The problem: Reproduce every record below exactly as written, but leave out any pictures.

Stored data entries
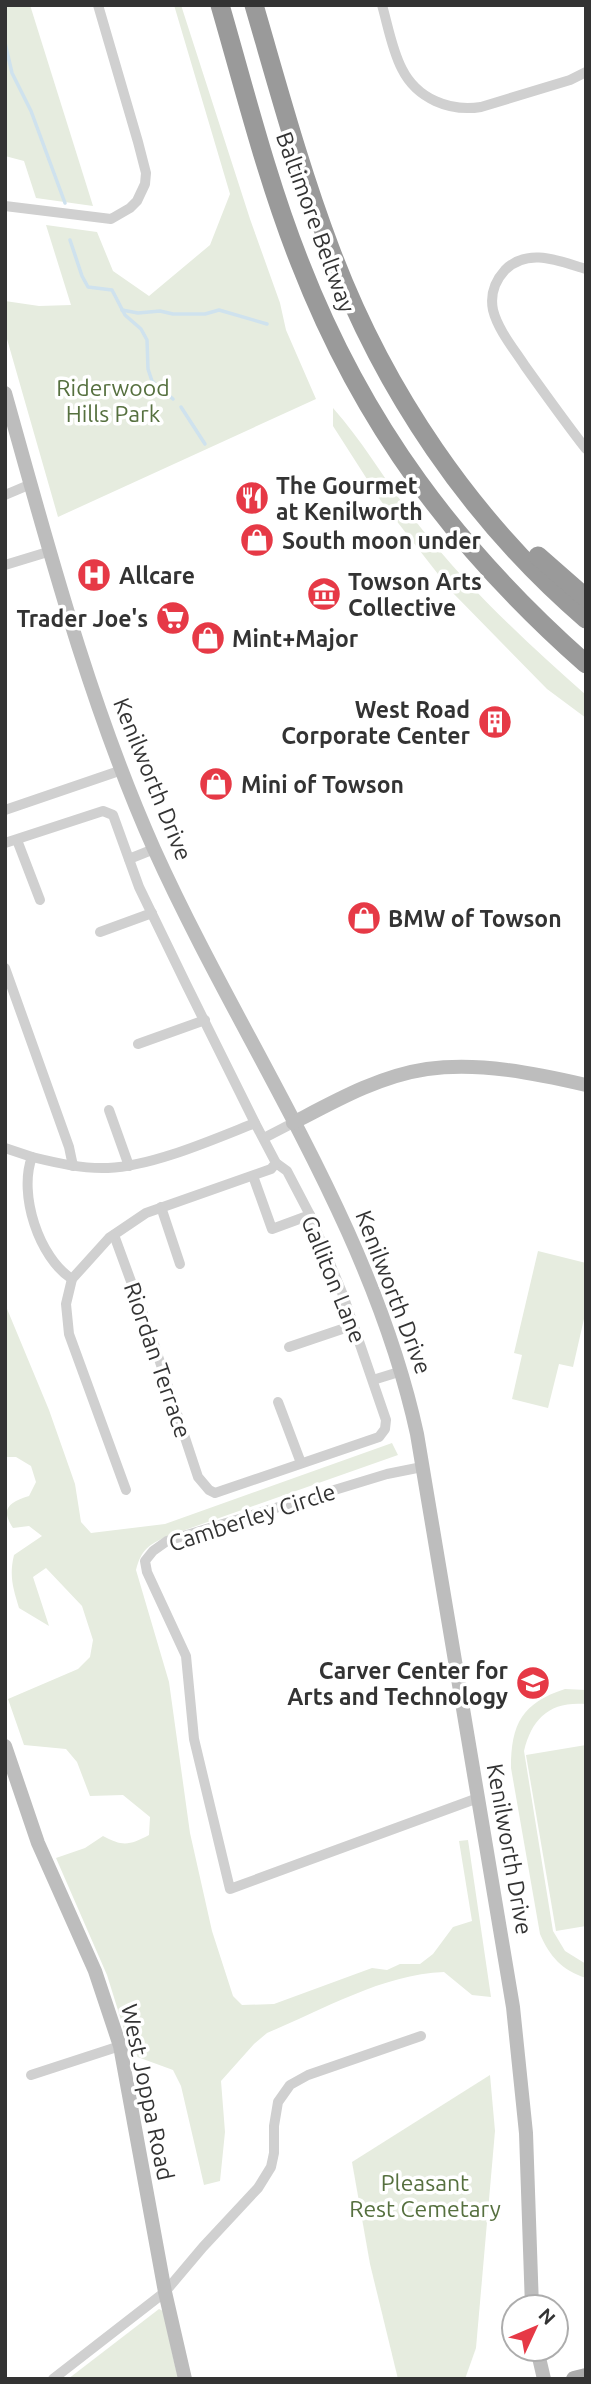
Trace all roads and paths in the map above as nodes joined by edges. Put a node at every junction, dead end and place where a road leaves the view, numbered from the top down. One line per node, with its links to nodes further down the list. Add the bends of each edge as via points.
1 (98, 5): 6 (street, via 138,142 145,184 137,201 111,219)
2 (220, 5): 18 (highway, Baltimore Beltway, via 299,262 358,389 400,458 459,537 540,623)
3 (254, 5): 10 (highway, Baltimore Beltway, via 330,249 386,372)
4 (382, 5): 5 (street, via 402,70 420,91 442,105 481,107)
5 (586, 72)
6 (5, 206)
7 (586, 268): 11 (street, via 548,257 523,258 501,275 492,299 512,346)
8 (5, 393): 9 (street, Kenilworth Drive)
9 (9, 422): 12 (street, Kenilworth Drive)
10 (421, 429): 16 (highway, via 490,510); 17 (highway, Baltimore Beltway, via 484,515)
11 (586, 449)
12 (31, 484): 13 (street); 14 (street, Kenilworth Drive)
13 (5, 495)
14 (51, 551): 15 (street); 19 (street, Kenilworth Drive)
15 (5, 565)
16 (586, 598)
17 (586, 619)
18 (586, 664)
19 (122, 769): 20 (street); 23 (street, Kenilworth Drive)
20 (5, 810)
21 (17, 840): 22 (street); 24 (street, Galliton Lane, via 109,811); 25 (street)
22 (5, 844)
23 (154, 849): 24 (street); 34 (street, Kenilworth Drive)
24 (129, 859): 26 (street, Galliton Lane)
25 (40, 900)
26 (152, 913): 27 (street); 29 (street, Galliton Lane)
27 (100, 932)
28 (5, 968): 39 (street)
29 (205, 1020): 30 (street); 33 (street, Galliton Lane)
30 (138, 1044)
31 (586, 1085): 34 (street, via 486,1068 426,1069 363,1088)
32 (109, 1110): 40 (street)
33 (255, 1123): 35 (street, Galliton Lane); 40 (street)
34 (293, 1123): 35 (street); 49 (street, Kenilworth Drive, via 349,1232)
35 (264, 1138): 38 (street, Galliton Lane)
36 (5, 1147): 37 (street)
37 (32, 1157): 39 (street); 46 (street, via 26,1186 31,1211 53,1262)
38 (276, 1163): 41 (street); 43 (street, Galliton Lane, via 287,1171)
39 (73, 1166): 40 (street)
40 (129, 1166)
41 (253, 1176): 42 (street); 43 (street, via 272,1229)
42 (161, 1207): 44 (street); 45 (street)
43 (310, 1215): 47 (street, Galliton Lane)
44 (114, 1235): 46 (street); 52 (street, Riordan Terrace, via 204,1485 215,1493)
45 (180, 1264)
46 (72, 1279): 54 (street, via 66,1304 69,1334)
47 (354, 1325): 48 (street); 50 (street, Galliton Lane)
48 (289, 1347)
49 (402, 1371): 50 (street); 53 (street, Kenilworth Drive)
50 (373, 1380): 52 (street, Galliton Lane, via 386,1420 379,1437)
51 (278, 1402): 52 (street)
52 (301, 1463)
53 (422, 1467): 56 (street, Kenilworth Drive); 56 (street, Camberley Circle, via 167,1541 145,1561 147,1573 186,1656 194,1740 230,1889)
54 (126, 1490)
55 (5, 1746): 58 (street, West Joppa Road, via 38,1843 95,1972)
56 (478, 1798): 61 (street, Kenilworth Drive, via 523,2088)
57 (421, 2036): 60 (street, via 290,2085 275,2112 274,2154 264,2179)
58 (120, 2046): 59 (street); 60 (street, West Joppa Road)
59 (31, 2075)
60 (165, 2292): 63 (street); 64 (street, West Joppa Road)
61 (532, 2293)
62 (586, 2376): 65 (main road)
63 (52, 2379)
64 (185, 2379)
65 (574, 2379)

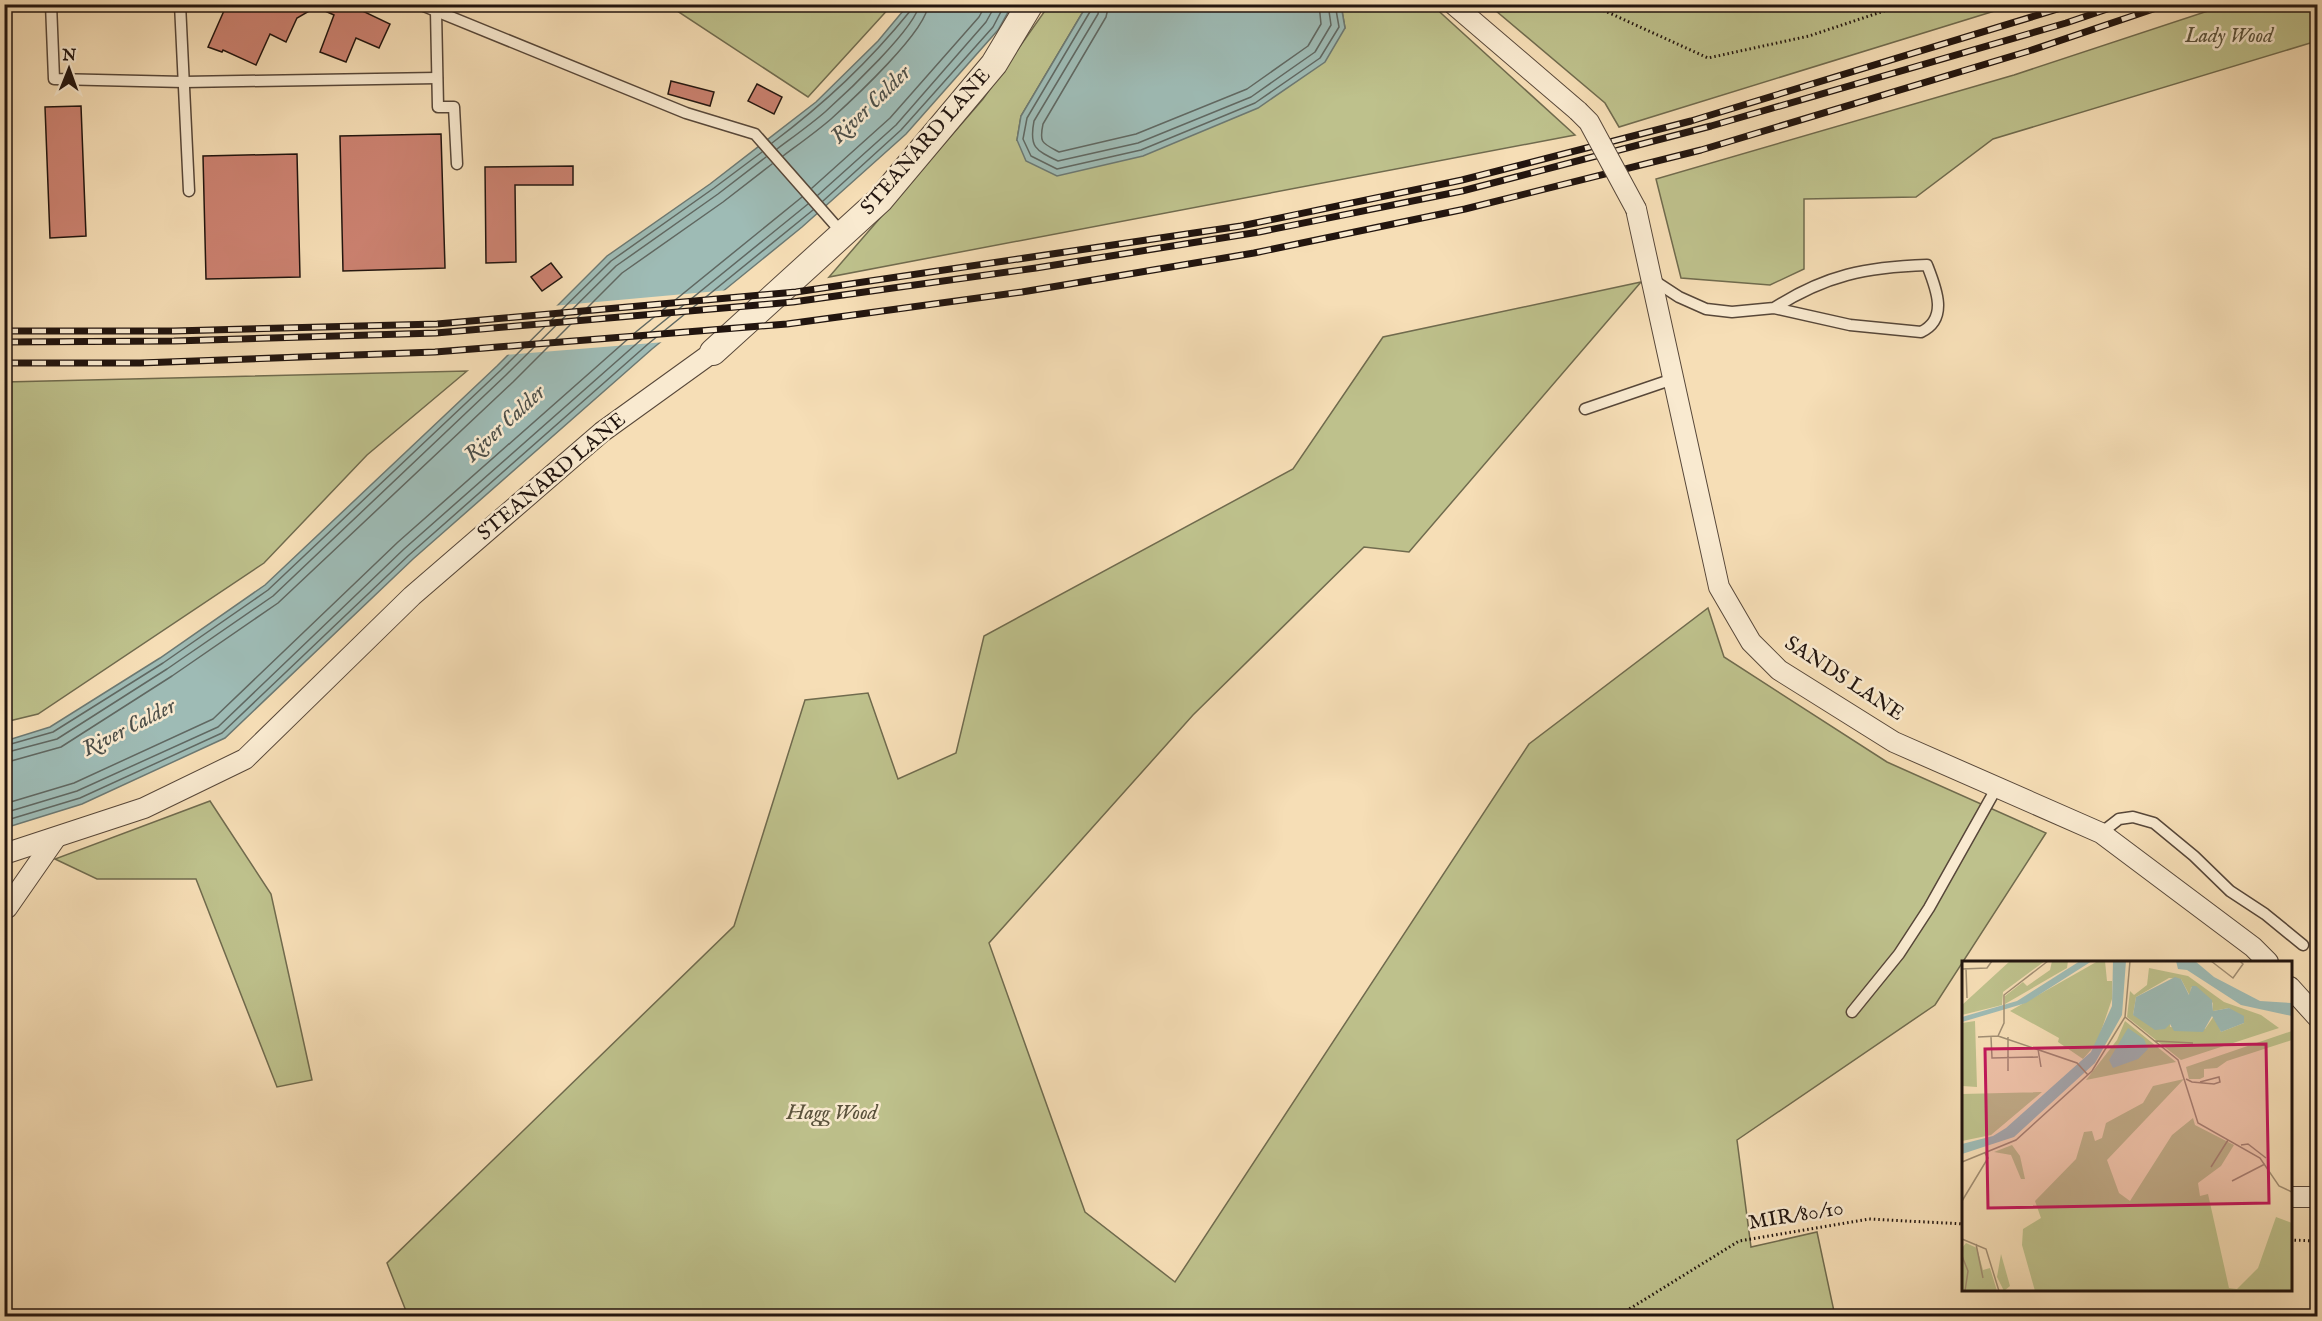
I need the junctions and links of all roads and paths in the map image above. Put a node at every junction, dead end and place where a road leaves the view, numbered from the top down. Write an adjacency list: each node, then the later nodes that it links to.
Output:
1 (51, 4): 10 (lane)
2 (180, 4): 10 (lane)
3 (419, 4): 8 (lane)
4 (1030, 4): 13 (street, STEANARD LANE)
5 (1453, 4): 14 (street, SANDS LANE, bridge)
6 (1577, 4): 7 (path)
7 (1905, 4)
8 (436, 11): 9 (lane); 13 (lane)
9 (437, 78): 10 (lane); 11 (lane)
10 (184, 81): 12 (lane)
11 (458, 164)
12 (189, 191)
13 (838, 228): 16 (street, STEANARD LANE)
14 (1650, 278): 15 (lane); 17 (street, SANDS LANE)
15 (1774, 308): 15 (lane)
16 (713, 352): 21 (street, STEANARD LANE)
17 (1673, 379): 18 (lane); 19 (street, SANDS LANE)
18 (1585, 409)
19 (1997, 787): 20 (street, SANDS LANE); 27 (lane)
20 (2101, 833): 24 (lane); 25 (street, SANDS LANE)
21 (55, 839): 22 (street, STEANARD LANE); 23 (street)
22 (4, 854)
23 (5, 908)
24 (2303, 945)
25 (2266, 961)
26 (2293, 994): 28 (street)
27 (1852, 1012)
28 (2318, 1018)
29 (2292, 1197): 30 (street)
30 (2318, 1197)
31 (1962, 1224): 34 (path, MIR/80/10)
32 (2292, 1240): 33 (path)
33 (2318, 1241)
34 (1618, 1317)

Task output:
Trace all roads and paths in the map above as nodes joined by edges. Put a node at every junction, dead end and place where a road leaves the view, numbered from the top down. One line per node, with its links to nodes further down the list. Add the bends of each edge as via points.
1 (98, 5): 6 (street, via 138,142 145,184 137,201 111,219)
2 (220, 5): 18 (highway, Baltimore Beltway, via 299,262 358,389 400,458 459,537 540,623)
3 (254, 5): 10 (highway, Baltimore Beltway, via 330,249 386,372)
4 (382, 5): 5 (street, via 402,70 420,91 442,105 481,107)
5 (586, 72)
6 (5, 206)
7 (586, 268): 11 (street, via 548,257 523,258 501,275 492,299 512,346)
8 (5, 393): 9 (street, Kenilworth Drive)
9 (9, 422): 12 (street, Kenilworth Drive)
10 (421, 429): 16 (highway, via 490,510); 17 (highway, Baltimore Beltway, via 484,515)
11 (586, 449)
12 (31, 484): 13 (street); 14 (street, Kenilworth Drive)
13 (5, 495)
14 (51, 551): 15 (street); 19 (street, Kenilworth Drive)
15 (5, 565)
16 (586, 598)
17 (586, 619)
18 (586, 664)
19 (122, 769): 20 (street); 23 (street, Kenilworth Drive)
20 (5, 810)
21 (17, 840): 22 (street); 24 (street, Galliton Lane, via 109,811); 25 (street)
22 (5, 844)
23 (154, 849): 24 (street); 34 (street, Kenilworth Drive)
24 (129, 859): 26 (street, Galliton Lane)
25 (40, 900)
26 (152, 913): 27 (street); 29 (street, Galliton Lane)
27 (100, 932)
28 (5, 968): 39 (street)
29 (205, 1020): 30 (street); 33 (street, Galliton Lane)
30 (138, 1044)
31 (586, 1085): 34 (street, via 486,1068 426,1069 363,1088)
32 (109, 1110): 40 (street)
33 (255, 1123): 35 (street, Galliton Lane); 40 (street)
34 (293, 1123): 35 (street); 49 (street, Kenilworth Drive, via 349,1232)
35 (264, 1138): 38 (street, Galliton Lane)
36 (5, 1147): 37 (street)
37 (32, 1157): 39 (street); 46 (street, via 26,1186 31,1211 53,1262)
38 (276, 1163): 41 (street); 43 (street, Galliton Lane, via 287,1171)
39 (73, 1166): 40 (street)
40 (129, 1166)
41 (253, 1176): 42 (street); 43 (street, via 272,1229)
42 (161, 1207): 44 (street); 45 (street)
43 (310, 1215): 47 (street, Galliton Lane)
44 (114, 1235): 46 (street); 52 (street, Riordan Terrace, via 204,1485 215,1493)
45 (180, 1264)
46 (72, 1279): 54 (street, via 66,1304 69,1334)
47 (354, 1325): 48 (street); 50 (street, Galliton Lane)
48 (289, 1347)
49 (402, 1371): 50 (street); 53 (street, Kenilworth Drive)
50 (373, 1380): 52 (street, Galliton Lane, via 386,1420 379,1437)
51 (278, 1402): 52 (street)
52 (301, 1463)
53 (422, 1467): 56 (street, Kenilworth Drive); 56 (street, Camberley Circle, via 167,1541 145,1561 147,1573 186,1656 194,1740 230,1889)
54 (126, 1490)
55 (5, 1746): 58 (street, West Joppa Road, via 38,1843 95,1972)
56 (478, 1798): 61 (street, Kenilworth Drive, via 523,2088)
57 (421, 2036): 60 (street, via 290,2085 275,2112 274,2154 264,2179)
58 (120, 2046): 59 (street); 60 (street, West Joppa Road)
59 (31, 2075)
60 (165, 2292): 63 (street); 64 (street, West Joppa Road)
61 (532, 2293)
62 (586, 2376): 65 (main road)
63 (52, 2379)
64 (185, 2379)
65 (574, 2379)

I need the junctions and links of all roads and paths in the map image above. Put a node at every junction, dead end and place where a road leaves the view, numbered from the top down. Write an adjacency list: each node, then the later nodes that it links to.
Output:
1 (51, 4): 10 (lane)
2 (180, 4): 10 (lane)
3 (419, 4): 8 (lane)
4 (1030, 4): 13 (street, STEANARD LANE)
5 (1453, 4): 14 (street, SANDS LANE, bridge)
6 (1577, 4): 7 (path)
7 (1905, 4)
8 (436, 11): 9 (lane); 13 (lane)
9 (437, 78): 10 (lane); 11 (lane)
10 (184, 81): 12 (lane)
11 (458, 164)
12 (189, 191)
13 (838, 228): 16 (street, STEANARD LANE)
14 (1650, 278): 15 (lane); 17 (street, SANDS LANE)
15 (1774, 308): 15 (lane)
16 (713, 352): 21 (street, STEANARD LANE)
17 (1673, 379): 18 (lane); 19 (street, SANDS LANE)
18 (1585, 409)
19 (1997, 787): 20 (street, SANDS LANE); 27 (lane)
20 (2101, 833): 24 (lane); 25 (street, SANDS LANE)
21 (55, 839): 22 (street, STEANARD LANE); 23 (street)
22 (4, 854)
23 (5, 908)
24 (2303, 945)
25 (2266, 961)
26 (2293, 994): 28 (street)
27 (1852, 1012)
28 (2318, 1018)
29 (2292, 1197): 30 (street)
30 (2318, 1197)
31 (1962, 1224): 34 (path, MIR/80/10)
32 (2292, 1240): 33 (path)
33 (2318, 1241)
34 (1618, 1317)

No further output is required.